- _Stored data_
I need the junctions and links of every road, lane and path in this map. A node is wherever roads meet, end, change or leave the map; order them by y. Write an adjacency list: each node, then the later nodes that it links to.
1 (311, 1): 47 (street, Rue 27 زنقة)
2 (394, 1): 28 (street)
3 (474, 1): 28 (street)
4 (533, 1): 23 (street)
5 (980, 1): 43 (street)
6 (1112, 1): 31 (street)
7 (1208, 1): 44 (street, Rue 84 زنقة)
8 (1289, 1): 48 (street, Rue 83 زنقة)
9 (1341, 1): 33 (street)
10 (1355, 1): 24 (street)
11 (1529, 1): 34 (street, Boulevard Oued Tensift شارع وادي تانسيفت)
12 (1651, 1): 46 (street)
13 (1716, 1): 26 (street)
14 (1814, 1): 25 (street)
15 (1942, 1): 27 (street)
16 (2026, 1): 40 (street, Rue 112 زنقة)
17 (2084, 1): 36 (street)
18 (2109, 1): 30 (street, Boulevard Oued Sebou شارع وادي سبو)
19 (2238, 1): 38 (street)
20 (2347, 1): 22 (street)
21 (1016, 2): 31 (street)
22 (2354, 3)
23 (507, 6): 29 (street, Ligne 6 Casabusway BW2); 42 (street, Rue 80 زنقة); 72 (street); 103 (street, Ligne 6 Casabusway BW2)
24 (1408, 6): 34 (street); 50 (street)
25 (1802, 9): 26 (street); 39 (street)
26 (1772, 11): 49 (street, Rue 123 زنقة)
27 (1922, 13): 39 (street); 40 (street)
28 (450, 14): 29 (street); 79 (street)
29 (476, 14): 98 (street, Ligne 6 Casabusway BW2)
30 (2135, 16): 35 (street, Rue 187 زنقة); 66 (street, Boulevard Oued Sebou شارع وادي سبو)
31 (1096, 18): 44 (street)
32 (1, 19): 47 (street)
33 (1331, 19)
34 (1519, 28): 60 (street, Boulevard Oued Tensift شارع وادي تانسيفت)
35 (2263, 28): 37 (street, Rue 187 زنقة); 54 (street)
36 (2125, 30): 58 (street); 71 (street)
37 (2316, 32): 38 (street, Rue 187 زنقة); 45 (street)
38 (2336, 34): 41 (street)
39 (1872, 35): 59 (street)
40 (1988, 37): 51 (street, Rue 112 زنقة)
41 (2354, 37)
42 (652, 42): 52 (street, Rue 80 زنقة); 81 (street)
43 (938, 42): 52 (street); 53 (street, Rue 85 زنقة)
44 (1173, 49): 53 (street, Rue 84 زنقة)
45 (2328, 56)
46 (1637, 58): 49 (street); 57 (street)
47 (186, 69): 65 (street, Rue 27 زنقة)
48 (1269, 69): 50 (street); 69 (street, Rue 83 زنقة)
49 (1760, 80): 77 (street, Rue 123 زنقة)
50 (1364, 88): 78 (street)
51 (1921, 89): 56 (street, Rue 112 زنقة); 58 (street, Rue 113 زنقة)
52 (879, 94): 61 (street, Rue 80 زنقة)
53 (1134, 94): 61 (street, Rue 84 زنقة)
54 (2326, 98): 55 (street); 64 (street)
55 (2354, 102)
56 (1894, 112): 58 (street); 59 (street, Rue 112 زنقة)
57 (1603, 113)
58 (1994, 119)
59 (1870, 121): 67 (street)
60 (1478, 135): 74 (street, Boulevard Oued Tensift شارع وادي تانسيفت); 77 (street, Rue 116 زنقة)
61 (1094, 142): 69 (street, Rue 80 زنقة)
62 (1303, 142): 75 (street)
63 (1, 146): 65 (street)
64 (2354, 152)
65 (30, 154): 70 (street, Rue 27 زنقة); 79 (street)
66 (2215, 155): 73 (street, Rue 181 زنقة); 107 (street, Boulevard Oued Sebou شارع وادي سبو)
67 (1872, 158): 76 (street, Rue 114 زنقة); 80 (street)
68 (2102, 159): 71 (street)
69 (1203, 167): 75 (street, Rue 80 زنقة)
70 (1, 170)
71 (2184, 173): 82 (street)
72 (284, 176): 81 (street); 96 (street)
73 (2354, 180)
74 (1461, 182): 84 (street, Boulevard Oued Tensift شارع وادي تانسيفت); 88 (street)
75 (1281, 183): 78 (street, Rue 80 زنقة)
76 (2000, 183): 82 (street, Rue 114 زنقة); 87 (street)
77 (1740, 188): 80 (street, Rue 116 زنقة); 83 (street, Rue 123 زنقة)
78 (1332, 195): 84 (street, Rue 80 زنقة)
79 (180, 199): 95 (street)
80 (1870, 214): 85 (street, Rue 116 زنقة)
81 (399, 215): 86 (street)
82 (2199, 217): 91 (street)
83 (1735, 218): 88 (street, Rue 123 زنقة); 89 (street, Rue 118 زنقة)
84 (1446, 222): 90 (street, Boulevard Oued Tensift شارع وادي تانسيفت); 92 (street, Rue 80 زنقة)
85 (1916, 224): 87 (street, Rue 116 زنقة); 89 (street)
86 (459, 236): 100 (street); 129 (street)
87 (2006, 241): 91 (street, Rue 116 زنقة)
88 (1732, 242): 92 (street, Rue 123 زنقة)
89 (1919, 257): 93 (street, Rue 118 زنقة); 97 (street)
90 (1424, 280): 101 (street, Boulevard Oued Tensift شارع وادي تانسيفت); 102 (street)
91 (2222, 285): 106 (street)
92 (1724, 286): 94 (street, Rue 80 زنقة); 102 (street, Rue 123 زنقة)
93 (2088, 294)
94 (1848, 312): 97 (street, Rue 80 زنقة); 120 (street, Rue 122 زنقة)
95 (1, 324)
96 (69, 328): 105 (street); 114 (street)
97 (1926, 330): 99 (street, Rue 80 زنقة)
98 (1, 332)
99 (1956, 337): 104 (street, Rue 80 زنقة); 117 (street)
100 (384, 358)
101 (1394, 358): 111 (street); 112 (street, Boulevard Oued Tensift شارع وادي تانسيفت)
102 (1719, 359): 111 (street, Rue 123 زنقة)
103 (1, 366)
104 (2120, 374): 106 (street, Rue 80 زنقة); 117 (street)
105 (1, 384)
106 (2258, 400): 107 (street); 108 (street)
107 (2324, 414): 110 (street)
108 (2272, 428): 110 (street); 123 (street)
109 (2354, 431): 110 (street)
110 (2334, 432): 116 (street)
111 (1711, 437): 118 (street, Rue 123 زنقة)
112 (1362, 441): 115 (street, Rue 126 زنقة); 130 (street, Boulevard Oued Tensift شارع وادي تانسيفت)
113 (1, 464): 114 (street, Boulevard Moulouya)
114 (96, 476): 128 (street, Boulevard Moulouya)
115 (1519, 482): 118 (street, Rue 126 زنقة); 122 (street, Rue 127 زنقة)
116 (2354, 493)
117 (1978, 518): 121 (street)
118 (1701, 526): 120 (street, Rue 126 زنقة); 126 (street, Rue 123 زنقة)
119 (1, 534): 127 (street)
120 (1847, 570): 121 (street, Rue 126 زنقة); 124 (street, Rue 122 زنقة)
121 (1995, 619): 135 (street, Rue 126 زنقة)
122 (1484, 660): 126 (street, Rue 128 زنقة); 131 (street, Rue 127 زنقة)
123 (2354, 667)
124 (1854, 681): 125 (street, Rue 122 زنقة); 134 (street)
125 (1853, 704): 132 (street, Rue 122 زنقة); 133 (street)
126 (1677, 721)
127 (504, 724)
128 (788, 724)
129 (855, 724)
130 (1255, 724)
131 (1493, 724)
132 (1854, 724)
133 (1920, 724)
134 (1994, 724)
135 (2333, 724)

- _Task instructions_
Give every line above again, word for word.

- _Response to this exercise_
I need the junctions and links of every road, lane and path in this map. A node is wherever roads meet, end, change or leave the map; order them by y. Write an adjacency list: each node, then the later nodes that it links to.
1 (311, 1): 47 (street, Rue 27 زنقة)
2 (394, 1): 28 (street)
3 (474, 1): 28 (street)
4 (533, 1): 23 (street)
5 (980, 1): 43 (street)
6 (1112, 1): 31 (street)
7 (1208, 1): 44 (street, Rue 84 زنقة)
8 (1289, 1): 48 (street, Rue 83 زنقة)
9 (1341, 1): 33 (street)
10 (1355, 1): 24 (street)
11 (1529, 1): 34 (street, Boulevard Oued Tensift شارع وادي تانسيفت)
12 (1651, 1): 46 (street)
13 (1716, 1): 26 (street)
14 (1814, 1): 25 (street)
15 (1942, 1): 27 (street)
16 (2026, 1): 40 (street, Rue 112 زنقة)
17 (2084, 1): 36 (street)
18 (2109, 1): 30 (street, Boulevard Oued Sebou شارع وادي سبو)
19 (2238, 1): 38 (street)
20 (2347, 1): 22 (street)
21 (1016, 2): 31 (street)
22 (2354, 3)
23 (507, 6): 29 (street, Ligne 6 Casabusway BW2); 42 (street, Rue 80 زنقة); 72 (street); 103 (street, Ligne 6 Casabusway BW2)
24 (1408, 6): 34 (street); 50 (street)
25 (1802, 9): 26 (street); 39 (street)
26 (1772, 11): 49 (street, Rue 123 زنقة)
27 (1922, 13): 39 (street); 40 (street)
28 (450, 14): 29 (street); 79 (street)
29 (476, 14): 98 (street, Ligne 6 Casabusway BW2)
30 (2135, 16): 35 (street, Rue 187 زنقة); 66 (street, Boulevard Oued Sebou شارع وادي سبو)
31 (1096, 18): 44 (street)
32 (1, 19): 47 (street)
33 (1331, 19)
34 (1519, 28): 60 (street, Boulevard Oued Tensift شارع وادي تانسيفت)
35 (2263, 28): 37 (street, Rue 187 زنقة); 54 (street)
36 (2125, 30): 58 (street); 71 (street)
37 (2316, 32): 38 (street, Rue 187 زنقة); 45 (street)
38 (2336, 34): 41 (street)
39 (1872, 35): 59 (street)
40 (1988, 37): 51 (street, Rue 112 زنقة)
41 (2354, 37)
42 (652, 42): 52 (street, Rue 80 زنقة); 81 (street)
43 (938, 42): 52 (street); 53 (street, Rue 85 زنقة)
44 (1173, 49): 53 (street, Rue 84 زنقة)
45 (2328, 56)
46 (1637, 58): 49 (street); 57 (street)
47 (186, 69): 65 (street, Rue 27 زنقة)
48 (1269, 69): 50 (street); 69 (street, Rue 83 زنقة)
49 (1760, 80): 77 (street, Rue 123 زنقة)
50 (1364, 88): 78 (street)
51 (1921, 89): 56 (street, Rue 112 زنقة); 58 (street, Rue 113 زنقة)
52 (879, 94): 61 (street, Rue 80 زنقة)
53 (1134, 94): 61 (street, Rue 84 زنقة)
54 (2326, 98): 55 (street); 64 (street)
55 (2354, 102)
56 (1894, 112): 58 (street); 59 (street, Rue 112 زنقة)
57 (1603, 113)
58 (1994, 119)
59 (1870, 121): 67 (street)
60 (1478, 135): 74 (street, Boulevard Oued Tensift شارع وادي تانسيفت); 77 (street, Rue 116 زنقة)
61 (1094, 142): 69 (street, Rue 80 زنقة)
62 (1303, 142): 75 (street)
63 (1, 146): 65 (street)
64 (2354, 152)
65 (30, 154): 70 (street, Rue 27 زنقة); 79 (street)
66 (2215, 155): 73 (street, Rue 181 زنقة); 107 (street, Boulevard Oued Sebou شارع وادي سبو)
67 (1872, 158): 76 (street, Rue 114 زنقة); 80 (street)
68 (2102, 159): 71 (street)
69 (1203, 167): 75 (street, Rue 80 زنقة)
70 (1, 170)
71 (2184, 173): 82 (street)
72 (284, 176): 81 (street); 96 (street)
73 (2354, 180)
74 (1461, 182): 84 (street, Boulevard Oued Tensift شارع وادي تانسيفت); 88 (street)
75 (1281, 183): 78 (street, Rue 80 زنقة)
76 (2000, 183): 82 (street, Rue 114 زنقة); 87 (street)
77 (1740, 188): 80 (street, Rue 116 زنقة); 83 (street, Rue 123 زنقة)
78 (1332, 195): 84 (street, Rue 80 زنقة)
79 (180, 199): 95 (street)
80 (1870, 214): 85 (street, Rue 116 زنقة)
81 (399, 215): 86 (street)
82 (2199, 217): 91 (street)
83 (1735, 218): 88 (street, Rue 123 زنقة); 89 (street, Rue 118 زنقة)
84 (1446, 222): 90 (street, Boulevard Oued Tensift شارع وادي تانسيفت); 92 (street, Rue 80 زنقة)
85 (1916, 224): 87 (street, Rue 116 زنقة); 89 (street)
86 (459, 236): 100 (street); 129 (street)
87 (2006, 241): 91 (street, Rue 116 زنقة)
88 (1732, 242): 92 (street, Rue 123 زنقة)
89 (1919, 257): 93 (street, Rue 118 زنقة); 97 (street)
90 (1424, 280): 101 (street, Boulevard Oued Tensift شارع وادي تانسيفت); 102 (street)
91 (2222, 285): 106 (street)
92 (1724, 286): 94 (street, Rue 80 زنقة); 102 (street, Rue 123 زنقة)
93 (2088, 294)
94 (1848, 312): 97 (street, Rue 80 زنقة); 120 (street, Rue 122 زنقة)
95 (1, 324)
96 (69, 328): 105 (street); 114 (street)
97 (1926, 330): 99 (street, Rue 80 زنقة)
98 (1, 332)
99 (1956, 337): 104 (street, Rue 80 زنقة); 117 (street)
100 (384, 358)
101 (1394, 358): 111 (street); 112 (street, Boulevard Oued Tensift شارع وادي تانسيفت)
102 (1719, 359): 111 (street, Rue 123 زنقة)
103 (1, 366)
104 (2120, 374): 106 (street, Rue 80 زنقة); 117 (street)
105 (1, 384)
106 (2258, 400): 107 (street); 108 (street)
107 (2324, 414): 110 (street)
108 (2272, 428): 110 (street); 123 (street)
109 (2354, 431): 110 (street)
110 (2334, 432): 116 (street)
111 (1711, 437): 118 (street, Rue 123 زنقة)
112 (1362, 441): 115 (street, Rue 126 زنقة); 130 (street, Boulevard Oued Tensift شارع وادي تانسيفت)
113 (1, 464): 114 (street, Boulevard Moulouya)
114 (96, 476): 128 (street, Boulevard Moulouya)
115 (1519, 482): 118 (street, Rue 126 زنقة); 122 (street, Rue 127 زنقة)
116 (2354, 493)
117 (1978, 518): 121 (street)
118 (1701, 526): 120 (street, Rue 126 زنقة); 126 (street, Rue 123 زنقة)
119 (1, 534): 127 (street)
120 (1847, 570): 121 (street, Rue 126 زنقة); 124 (street, Rue 122 زنقة)
121 (1995, 619): 135 (street, Rue 126 زنقة)
122 (1484, 660): 126 (street, Rue 128 زنقة); 131 (street, Rue 127 زنقة)
123 (2354, 667)
124 (1854, 681): 125 (street, Rue 122 زنقة); 134 (street)
125 (1853, 704): 132 (street, Rue 122 زنقة); 133 (street)
126 (1677, 721)
127 (504, 724)
128 (788, 724)
129 (855, 724)
130 (1255, 724)
131 (1493, 724)
132 (1854, 724)
133 (1920, 724)
134 (1994, 724)
135 (2333, 724)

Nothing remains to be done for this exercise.